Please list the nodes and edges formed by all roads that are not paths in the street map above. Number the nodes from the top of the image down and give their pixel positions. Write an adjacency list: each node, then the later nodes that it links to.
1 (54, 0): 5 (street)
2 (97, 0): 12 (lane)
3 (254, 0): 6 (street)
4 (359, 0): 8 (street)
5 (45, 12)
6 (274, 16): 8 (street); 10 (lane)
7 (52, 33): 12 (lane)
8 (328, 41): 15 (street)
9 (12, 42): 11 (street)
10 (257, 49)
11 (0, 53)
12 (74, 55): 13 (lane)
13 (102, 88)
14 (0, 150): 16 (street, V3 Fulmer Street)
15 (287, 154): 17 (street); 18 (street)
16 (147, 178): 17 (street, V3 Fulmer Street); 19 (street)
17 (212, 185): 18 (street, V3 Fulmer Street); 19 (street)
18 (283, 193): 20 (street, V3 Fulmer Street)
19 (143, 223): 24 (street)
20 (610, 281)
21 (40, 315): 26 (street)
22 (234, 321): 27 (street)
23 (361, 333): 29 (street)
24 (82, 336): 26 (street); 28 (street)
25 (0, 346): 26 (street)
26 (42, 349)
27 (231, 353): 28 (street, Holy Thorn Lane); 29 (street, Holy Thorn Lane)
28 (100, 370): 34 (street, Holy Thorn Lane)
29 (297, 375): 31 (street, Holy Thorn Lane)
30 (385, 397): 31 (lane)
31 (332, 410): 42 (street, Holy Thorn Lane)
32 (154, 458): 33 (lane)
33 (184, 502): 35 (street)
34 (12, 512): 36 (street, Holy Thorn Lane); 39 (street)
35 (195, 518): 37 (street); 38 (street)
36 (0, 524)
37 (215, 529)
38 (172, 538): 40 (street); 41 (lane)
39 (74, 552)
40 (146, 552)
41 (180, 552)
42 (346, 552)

* Assigned task *
Which lines of the data include "Thorn"? Copy each of them.

* Output of the exercise *
27 (231, 353): 28 (street, Holy Thorn Lane); 29 (street, Holy Thorn Lane)
28 (100, 370): 34 (street, Holy Thorn Lane)
29 (297, 375): 31 (street, Holy Thorn Lane)
31 (332, 410): 42 (street, Holy Thorn Lane)
34 (12, 512): 36 (street, Holy Thorn Lane); 39 (street)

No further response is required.